The Palm Beach Post traveled with deputies who serve foreclosure notices on homeowners. Often the owners leave behind an unimaginable mess:
The tidy-looking beige house on Bridge Street has a filthy secret.
Behind its hibiscus hedges and the window with the cross on its sill, greasy pink makeup is smeared on the foyer floor.
Food is rotting on the kitchen counters, sand clogs the bathtub drains and the detritus of junk drawers and trash cans is everywhere. ...
By the time (
St. Lucie County Sheriff's Office Sgt. Mary Lou Nickel's) division
comes knocking, some homeowners have lived in the homes for months without making payments. When the clock finally runs out, they get 48 hours' notice before a deputy arrives to make sure they're gone.

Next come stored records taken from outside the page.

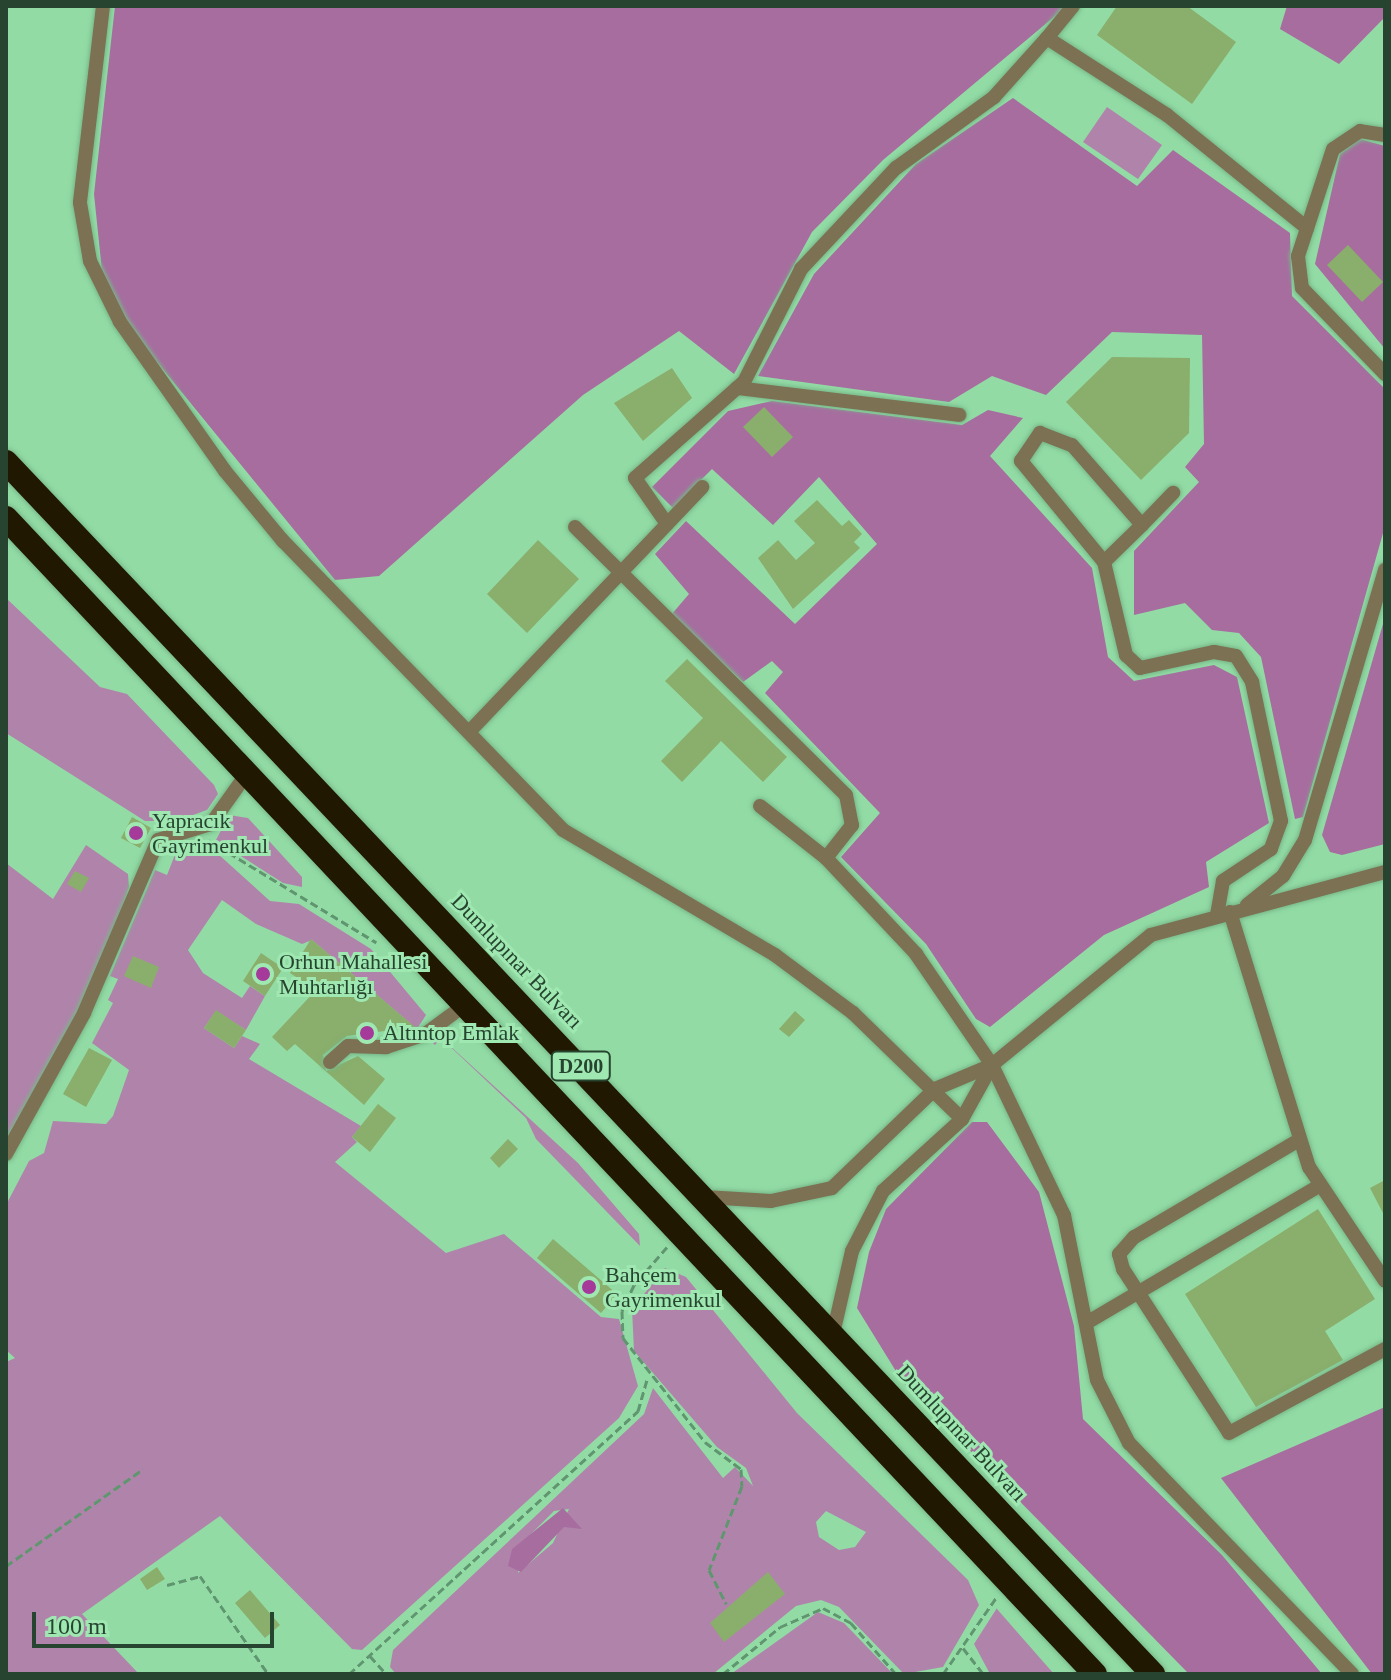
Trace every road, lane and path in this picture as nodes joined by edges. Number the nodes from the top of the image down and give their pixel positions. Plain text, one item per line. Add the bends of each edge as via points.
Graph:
1 (103, 6) edge
2 (1073, 6) edge
3 (1047, 38) junction
4 (1385, 135) edge
5 (1307, 228) junction
6 (1385, 374) edge
7 (737, 388) junction
8 (959, 415) dead end
9 (6, 462) edge
10 (702, 487) dead end
11 (1173, 493) dead end
12 (6, 518) edge
13 (667, 524) junction
14 (1142, 525) junction
15 (575, 527) dead end
16 (1104, 562) junction
17 (1385, 570) edge
18 (618, 576) junction
19 (470, 731) junction
20 (248, 772) junction
21 (760, 806) dead end
22 (186, 831) junction
23 (826, 858) junction
24 (1385, 872) edge
25 (1230, 912) junction
26 (391, 948) dead end
27 (466, 1004) junction
28 (330, 1062) dead end
29 (992, 1065) junction
30 (935, 1089) junction
31 (962, 1119) junction
32 (1299, 1140) junction
33 (6, 1154) edge
34 (1319, 1186) junction
35 (705, 1197) junction
36 (680, 1232) junction
37 (1385, 1281) edge
38 (1140, 1296) junction
39 (1088, 1322) junction
40 (833, 1334) junction
41 (1385, 1349) edge
42 (648, 1377) junction
43 (143, 1469) dead end
44 (6, 1566) edge
45 (1008, 1581) junction
46 (167, 1585) dead end
47 (726, 1604) dead end
48 (963, 1648) junction
49 (370, 1656) junction
50 (268, 1674) edge
51 (349, 1674) edge
52 (386, 1674) edge
53 (723, 1674) edge
54 (896, 1674) edge
55 (943, 1674) edge
56 (983, 1674) edge
57 (1095, 1674) edge
58 (1153, 1674) edge
59 (1352, 1674) edge

1 - 19 street via 80,203 100,289 273,530
2 - 3 street
3 - 5 street via 1167,115
3 - 7 street via 994,97 896,168 801,269
4 - 5 street via 1360,131 1333,149
5 - 6 street via 1298,256 1302,288
7 - 8 street
7 - 13 street via 635,478
9 - 35 highway, Dumlupınar Bulvarı / D200
10 - 13 street
11 - 14 street
12 - 20 highway
13 - 18 street
14 - 16 street
14 - 16 street via 1057,435 1040,433 1026,445 1021,461 1033,483
15 - 18 street
16 - 25 street via 1126,655 1140,668 1214,652 1236,656 1252,682 1281,821 1271,849 1223,881
17 - 25 street via 1305,840 1283,876
18 - 19 street
18 - 23 street via 846,795 852,825
19 - 30 street via 563,830 775,955
20 - 22 street via 211,824
20 - 27 highway
21 - 23 street
22 - 26 path
22 - 33 street via 158,840 84,1013
23 - 29 street via 916,954
24 - 25 street
25 - 29 street via 1151,935
25 - 32 street
27 - 28 street via 424,1035 386,1047 348,1046
27 - 36 highway
29 - 30 street
29 - 31 street
29 - 39 street via 1064,1215
30 - 31 street
30 - 35 street via 832,1188 771,1201
31 - 40 street via 883,1191 852,1251
32 - 34 street
32 - 38 street via 1125,1244 1123,1269
34 - 37 street
34 - 38 street
35 - 40 highway, Dumlupınar Bulvarı / D200
36 - 42 path via 622,1311 623,1338
36 - 45 highway
38 - 39 street
38 - 41 street via 1229,1433
39 - 59 street via 1097,1380 1129,1443
40 - 58 highway, Dumlupınar Bulvarı / D200
42 - 47 path via 705,1442 741,1469 742,1486 709,1570
42 - 49 path via 638,1411
43 - 44 path
45 - 48 path
45 - 57 highway
46 - 50 path via 200,1576
48 - 55 path
48 - 56 path
49 - 51 path
49 - 52 path
53 - 54 path via 780,1627 823,1608 851,1623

The ousted owners often are angry at the bank, and occasionally they seek revenge.
"A lot of people, when they find out they're losing their house, they just lose it," says Michael Page, whose company was hired to clean the Bridge Street home. "I mean, I've walked into houses with feces everywhere."
His Port St. Lucie business, Brother Mike's Property Maintenance, used to handle household repairs. But regular homeowners aren't hiring handymen much in this economy.
So Page has found himself in the foreclosure-cleanup business, subcontracting for some of the banks that are facing thousands of loan defaults in Port St. Lucie.